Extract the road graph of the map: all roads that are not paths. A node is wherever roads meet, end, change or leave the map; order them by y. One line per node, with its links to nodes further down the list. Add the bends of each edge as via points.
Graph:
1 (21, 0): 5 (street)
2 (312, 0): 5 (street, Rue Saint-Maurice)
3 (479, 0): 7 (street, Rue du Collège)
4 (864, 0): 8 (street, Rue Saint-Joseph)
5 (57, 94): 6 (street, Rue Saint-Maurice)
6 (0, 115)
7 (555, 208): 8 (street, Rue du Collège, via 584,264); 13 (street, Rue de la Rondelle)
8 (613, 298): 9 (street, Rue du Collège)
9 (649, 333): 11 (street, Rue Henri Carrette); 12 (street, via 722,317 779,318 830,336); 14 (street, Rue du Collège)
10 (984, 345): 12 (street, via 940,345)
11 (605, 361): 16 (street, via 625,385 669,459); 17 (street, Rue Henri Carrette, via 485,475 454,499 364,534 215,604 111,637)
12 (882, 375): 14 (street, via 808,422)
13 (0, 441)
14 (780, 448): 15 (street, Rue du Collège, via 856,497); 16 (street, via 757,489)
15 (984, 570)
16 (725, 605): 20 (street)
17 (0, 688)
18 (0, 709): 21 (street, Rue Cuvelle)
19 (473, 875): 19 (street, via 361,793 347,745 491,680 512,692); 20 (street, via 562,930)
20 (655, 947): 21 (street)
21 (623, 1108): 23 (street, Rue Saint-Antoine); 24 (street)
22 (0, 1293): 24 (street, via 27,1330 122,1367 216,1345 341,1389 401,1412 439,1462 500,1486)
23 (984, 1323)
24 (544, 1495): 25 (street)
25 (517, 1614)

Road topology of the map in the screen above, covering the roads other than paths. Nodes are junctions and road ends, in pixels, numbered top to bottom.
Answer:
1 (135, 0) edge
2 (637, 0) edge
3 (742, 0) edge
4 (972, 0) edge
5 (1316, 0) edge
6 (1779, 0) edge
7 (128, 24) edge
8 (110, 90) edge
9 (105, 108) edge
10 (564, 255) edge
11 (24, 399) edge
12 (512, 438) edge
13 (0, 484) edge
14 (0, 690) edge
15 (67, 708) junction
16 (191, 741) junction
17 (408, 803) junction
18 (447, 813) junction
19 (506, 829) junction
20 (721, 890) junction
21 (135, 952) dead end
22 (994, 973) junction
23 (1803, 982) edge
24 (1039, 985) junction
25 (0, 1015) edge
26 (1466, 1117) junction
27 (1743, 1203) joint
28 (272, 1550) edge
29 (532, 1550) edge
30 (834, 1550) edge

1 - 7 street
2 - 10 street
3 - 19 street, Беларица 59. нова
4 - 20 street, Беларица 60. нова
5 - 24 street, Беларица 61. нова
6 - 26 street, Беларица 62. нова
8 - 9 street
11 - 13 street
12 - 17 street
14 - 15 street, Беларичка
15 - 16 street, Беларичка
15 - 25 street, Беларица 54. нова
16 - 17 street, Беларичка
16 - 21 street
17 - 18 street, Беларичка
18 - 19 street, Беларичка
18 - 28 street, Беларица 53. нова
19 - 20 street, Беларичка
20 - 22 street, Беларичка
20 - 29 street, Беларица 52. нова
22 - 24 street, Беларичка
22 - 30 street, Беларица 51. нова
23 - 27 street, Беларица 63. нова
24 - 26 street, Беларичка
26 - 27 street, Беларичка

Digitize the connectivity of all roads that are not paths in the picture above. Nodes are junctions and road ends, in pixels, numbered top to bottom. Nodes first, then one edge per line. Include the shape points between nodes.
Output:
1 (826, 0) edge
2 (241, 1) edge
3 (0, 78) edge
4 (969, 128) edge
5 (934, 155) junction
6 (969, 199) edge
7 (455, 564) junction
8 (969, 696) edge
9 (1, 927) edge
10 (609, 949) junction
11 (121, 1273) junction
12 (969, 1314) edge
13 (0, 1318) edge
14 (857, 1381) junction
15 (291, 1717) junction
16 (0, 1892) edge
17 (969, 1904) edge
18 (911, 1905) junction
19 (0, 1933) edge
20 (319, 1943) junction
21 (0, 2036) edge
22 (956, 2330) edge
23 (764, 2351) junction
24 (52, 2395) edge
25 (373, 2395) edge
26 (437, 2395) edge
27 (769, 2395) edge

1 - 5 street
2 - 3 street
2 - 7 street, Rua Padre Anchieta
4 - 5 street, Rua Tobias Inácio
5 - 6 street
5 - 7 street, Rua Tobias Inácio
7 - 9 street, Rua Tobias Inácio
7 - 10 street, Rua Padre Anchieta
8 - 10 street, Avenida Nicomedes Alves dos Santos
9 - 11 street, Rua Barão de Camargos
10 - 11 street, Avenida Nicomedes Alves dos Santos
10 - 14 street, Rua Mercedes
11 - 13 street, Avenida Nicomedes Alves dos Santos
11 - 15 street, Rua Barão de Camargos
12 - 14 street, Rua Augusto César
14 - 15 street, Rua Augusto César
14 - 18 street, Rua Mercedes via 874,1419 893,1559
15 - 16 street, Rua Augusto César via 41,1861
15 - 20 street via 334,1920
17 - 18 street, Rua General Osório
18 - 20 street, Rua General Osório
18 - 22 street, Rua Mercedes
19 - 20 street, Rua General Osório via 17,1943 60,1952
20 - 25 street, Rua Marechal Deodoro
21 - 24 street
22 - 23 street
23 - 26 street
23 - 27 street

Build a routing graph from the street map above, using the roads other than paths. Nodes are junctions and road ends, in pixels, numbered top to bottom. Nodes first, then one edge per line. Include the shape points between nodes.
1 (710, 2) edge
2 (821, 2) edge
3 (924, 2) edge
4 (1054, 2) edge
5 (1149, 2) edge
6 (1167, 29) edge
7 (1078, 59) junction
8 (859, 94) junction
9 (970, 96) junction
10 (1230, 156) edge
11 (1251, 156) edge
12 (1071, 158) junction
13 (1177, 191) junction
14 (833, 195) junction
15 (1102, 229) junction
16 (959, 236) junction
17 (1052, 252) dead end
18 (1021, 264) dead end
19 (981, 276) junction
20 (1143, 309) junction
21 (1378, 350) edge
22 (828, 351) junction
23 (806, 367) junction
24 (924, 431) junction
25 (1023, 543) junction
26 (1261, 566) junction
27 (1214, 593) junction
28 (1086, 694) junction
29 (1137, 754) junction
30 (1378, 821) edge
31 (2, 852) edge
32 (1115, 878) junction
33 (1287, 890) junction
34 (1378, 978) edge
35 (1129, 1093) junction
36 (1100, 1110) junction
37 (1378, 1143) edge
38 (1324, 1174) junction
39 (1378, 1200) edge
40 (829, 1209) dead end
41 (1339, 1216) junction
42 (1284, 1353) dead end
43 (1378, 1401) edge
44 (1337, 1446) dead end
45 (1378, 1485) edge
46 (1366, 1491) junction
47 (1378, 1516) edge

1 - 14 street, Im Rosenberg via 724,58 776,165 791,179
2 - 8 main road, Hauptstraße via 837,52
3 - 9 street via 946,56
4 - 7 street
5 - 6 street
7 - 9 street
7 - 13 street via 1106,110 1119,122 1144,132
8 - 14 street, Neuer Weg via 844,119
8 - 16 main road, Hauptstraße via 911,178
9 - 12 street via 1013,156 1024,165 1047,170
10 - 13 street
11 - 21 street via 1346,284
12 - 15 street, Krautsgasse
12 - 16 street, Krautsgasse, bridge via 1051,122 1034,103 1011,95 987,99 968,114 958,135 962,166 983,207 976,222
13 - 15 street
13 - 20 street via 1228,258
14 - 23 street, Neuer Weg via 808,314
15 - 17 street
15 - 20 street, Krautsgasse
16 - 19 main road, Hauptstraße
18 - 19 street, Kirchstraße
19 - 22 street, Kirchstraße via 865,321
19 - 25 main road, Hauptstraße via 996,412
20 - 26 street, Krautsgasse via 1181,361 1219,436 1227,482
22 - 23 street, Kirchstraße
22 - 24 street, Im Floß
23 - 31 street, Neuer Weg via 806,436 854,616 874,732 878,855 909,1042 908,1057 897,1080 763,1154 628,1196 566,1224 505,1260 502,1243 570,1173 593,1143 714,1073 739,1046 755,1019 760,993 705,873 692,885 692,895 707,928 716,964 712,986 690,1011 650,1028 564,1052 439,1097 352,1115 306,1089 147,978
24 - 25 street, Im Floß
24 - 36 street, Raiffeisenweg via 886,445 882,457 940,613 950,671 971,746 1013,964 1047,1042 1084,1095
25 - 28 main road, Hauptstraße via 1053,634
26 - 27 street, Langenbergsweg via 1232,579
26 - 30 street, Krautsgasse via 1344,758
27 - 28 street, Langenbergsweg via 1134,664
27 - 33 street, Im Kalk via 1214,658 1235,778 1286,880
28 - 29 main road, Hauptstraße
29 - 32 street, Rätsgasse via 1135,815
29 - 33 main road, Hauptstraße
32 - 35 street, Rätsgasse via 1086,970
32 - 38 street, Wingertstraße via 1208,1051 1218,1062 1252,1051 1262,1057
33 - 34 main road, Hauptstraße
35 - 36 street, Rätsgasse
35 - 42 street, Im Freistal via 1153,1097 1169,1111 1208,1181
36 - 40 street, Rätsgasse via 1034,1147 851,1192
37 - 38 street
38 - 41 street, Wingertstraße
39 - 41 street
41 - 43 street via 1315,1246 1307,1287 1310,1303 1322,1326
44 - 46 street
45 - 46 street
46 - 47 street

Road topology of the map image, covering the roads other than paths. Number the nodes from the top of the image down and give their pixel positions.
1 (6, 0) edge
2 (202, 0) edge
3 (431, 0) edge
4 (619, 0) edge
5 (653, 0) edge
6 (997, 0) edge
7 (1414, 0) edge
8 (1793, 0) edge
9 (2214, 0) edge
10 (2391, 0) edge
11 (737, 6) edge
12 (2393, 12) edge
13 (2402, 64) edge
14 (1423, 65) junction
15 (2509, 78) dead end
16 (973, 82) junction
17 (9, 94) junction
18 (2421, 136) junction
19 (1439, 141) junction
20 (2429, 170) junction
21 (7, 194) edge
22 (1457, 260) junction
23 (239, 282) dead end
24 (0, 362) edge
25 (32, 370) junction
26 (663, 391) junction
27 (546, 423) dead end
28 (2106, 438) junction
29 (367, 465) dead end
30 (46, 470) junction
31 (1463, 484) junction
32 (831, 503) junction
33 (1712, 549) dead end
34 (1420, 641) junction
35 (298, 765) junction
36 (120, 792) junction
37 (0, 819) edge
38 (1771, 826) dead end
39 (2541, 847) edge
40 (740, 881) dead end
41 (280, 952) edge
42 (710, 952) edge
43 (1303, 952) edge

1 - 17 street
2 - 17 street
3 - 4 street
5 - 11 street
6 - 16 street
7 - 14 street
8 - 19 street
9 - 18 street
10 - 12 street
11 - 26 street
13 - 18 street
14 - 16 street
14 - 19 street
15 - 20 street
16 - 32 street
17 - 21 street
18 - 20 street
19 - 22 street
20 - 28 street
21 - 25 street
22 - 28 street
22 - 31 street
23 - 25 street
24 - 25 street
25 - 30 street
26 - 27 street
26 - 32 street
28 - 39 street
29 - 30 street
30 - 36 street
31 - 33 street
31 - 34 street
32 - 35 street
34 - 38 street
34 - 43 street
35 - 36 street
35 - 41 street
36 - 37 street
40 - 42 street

Work instruction:
Should a line in the material contain "numbered", copy it.

Result below:
Road topology of the map in the screen above, covering the roads other than paths. Nodes are junctions and road ends, in pixels, numbered top to bottom.
Digitize the connectivity of all roads that are not paths in the picture above. Nodes are junctions and road ends, in pixels, numbered top to bottom. Nodes first, then one edge per line. Include the shape points between nodes.
Build a routing graph from the street map above, using the roads other than paths. Nodes are junctions and road ends, in pixels, numbered top to bottom. Nodes first, then one edge per line. Include the shape points between nodes.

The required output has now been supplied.